Dataset entries:
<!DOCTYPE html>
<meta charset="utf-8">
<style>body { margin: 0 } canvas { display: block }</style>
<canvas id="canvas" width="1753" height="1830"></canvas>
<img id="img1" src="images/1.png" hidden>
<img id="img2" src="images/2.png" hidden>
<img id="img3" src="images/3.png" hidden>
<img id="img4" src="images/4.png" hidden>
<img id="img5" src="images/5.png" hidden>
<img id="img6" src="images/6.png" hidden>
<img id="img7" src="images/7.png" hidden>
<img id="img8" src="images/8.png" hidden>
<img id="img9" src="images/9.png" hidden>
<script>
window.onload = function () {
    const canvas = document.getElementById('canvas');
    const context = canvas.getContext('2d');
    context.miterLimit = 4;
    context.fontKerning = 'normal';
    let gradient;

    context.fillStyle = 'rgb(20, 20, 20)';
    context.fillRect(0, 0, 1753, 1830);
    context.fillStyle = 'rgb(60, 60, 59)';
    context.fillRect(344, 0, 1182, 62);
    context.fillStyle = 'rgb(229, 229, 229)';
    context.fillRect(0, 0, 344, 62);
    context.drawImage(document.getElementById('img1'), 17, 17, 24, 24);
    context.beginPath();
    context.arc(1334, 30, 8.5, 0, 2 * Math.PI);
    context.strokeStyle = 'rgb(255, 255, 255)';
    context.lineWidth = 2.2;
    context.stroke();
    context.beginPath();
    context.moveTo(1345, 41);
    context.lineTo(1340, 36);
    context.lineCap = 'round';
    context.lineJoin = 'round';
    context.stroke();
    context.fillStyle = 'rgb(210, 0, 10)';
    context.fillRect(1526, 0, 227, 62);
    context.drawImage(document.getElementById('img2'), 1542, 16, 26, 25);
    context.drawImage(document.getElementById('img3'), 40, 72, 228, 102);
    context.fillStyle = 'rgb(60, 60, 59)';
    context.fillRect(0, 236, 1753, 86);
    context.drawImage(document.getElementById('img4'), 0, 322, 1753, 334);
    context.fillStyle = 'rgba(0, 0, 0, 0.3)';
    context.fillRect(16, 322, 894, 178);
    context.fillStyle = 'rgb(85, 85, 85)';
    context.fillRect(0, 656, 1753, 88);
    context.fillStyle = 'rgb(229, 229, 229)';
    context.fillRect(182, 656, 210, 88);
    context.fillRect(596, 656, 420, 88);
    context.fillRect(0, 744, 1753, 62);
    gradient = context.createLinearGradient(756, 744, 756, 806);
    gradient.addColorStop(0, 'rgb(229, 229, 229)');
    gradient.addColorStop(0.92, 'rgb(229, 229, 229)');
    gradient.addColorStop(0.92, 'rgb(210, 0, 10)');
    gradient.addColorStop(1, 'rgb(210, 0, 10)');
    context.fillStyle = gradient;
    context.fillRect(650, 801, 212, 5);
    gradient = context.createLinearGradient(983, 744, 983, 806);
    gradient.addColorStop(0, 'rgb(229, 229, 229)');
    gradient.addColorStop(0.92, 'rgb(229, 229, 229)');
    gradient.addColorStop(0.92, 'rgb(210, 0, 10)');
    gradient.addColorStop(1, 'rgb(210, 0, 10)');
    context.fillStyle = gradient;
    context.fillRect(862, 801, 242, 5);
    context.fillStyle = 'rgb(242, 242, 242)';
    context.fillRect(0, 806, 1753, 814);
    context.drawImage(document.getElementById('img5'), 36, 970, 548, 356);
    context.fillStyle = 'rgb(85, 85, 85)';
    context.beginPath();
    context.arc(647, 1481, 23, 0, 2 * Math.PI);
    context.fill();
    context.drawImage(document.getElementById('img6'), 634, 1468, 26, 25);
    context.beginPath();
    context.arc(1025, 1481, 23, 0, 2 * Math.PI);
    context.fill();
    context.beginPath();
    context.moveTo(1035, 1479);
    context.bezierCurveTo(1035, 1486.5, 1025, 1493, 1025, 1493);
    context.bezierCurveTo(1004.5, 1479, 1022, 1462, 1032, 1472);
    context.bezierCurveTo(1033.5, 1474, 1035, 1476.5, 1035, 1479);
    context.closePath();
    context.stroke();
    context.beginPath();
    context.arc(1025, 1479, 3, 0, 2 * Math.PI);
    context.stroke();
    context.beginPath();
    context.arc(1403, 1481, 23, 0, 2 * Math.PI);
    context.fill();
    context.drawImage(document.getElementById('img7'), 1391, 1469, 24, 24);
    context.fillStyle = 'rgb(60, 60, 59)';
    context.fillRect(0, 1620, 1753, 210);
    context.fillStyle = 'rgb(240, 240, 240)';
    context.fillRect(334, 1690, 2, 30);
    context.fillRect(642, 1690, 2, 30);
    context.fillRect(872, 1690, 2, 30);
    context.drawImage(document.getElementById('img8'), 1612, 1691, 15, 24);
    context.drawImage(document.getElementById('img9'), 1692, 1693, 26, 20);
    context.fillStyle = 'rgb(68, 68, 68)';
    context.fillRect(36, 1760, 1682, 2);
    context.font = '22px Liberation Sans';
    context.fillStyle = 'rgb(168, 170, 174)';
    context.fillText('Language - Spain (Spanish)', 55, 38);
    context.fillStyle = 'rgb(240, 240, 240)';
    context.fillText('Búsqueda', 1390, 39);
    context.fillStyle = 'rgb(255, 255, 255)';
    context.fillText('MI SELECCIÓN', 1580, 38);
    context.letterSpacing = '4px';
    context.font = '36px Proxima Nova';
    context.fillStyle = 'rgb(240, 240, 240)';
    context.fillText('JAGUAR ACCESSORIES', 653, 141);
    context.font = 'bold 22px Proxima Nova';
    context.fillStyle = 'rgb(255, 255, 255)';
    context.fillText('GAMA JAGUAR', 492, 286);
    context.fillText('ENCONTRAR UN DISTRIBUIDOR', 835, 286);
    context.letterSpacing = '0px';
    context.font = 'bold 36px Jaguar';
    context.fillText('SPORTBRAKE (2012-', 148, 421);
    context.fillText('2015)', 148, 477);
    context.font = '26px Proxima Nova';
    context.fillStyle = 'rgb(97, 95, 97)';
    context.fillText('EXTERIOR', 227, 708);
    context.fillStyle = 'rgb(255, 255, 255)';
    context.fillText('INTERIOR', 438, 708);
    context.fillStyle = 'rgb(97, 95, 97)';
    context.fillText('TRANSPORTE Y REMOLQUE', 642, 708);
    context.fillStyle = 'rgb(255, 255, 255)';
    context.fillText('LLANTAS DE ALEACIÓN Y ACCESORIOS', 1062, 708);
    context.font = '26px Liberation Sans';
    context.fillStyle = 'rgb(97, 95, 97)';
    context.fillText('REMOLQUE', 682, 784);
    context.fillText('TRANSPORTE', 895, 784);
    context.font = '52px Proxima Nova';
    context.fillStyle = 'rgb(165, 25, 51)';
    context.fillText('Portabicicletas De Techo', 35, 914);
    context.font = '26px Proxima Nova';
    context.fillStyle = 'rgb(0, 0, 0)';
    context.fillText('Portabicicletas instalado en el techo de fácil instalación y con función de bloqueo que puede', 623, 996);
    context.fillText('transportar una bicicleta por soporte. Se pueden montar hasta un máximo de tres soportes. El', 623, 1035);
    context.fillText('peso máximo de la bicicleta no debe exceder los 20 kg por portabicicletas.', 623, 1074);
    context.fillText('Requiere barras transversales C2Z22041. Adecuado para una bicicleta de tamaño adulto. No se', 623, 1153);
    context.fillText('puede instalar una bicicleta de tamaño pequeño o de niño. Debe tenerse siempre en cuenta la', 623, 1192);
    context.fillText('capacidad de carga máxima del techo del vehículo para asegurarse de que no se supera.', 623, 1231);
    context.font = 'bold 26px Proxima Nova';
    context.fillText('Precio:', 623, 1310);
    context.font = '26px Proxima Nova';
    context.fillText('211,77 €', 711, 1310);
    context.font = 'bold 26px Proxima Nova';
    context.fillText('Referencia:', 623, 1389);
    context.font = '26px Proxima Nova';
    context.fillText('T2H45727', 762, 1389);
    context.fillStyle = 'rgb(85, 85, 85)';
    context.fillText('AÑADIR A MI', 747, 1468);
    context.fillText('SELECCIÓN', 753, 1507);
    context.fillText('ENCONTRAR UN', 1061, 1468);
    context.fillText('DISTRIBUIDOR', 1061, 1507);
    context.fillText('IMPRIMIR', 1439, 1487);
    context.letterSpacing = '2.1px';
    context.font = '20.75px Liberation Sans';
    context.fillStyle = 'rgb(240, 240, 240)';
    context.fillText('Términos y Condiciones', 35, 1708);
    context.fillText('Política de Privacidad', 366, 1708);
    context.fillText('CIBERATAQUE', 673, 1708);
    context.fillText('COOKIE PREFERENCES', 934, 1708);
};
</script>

TASK PROMPT:
Copy every line of the records above, starting with the first, up to and including the line containing "322, 1753, 334);".

TASK OUTPUT:
<!DOCTYPE html>
<meta charset="utf-8">
<style>body { margin: 0 } canvas { display: block }</style>
<canvas id="canvas" width="1753" height="1830"></canvas>
<img id="img1" src="images/1.png" hidden>
<img id="img2" src="images/2.png" hidden>
<img id="img3" src="images/3.png" hidden>
<img id="img4" src="images/4.png" hidden>
<img id="img5" src="images/5.png" hidden>
<img id="img6" src="images/6.png" hidden>
<img id="img7" src="images/7.png" hidden>
<img id="img8" src="images/8.png" hidden>
<img id="img9" src="images/9.png" hidden>
<script>
window.onload = function () {
    const canvas = document.getElementById('canvas');
    const context = canvas.getContext('2d');
    context.miterLimit = 4;
    context.fontKerning = 'normal';
    let gradient;

    context.fillStyle = 'rgb(20, 20, 20)';
    context.fillRect(0, 0, 1753, 1830);
    context.fillStyle = 'rgb(60, 60, 59)';
    context.fillRect(344, 0, 1182, 62);
    context.fillStyle = 'rgb(229, 229, 229)';
    context.fillRect(0, 0, 344, 62);
    context.drawImage(document.getElementById('img1'), 17, 17, 24, 24);
    context.beginPath();
    context.arc(1334, 30, 8.5, 0, 2 * Math.PI);
    context.strokeStyle = 'rgb(255, 255, 255)';
    context.lineWidth = 2.2;
    context.stroke();
    context.beginPath();
    context.moveTo(1345, 41);
    context.lineTo(1340, 36);
    context.lineCap = 'round';
    context.lineJoin = 'round';
    context.stroke();
    context.fillStyle = 'rgb(210, 0, 10)';
    context.fillRect(1526, 0, 227, 62);
    context.drawImage(document.getElementById('img2'), 1542, 16, 26, 25);
    context.drawImage(document.getElementById('img3'), 40, 72, 228, 102);
    context.fillStyle = 'rgb(60, 60, 59)';
    context.fillRect(0, 236, 1753, 86);
    context.drawImage(document.getElementById('img4'), 0, 322, 1753, 334);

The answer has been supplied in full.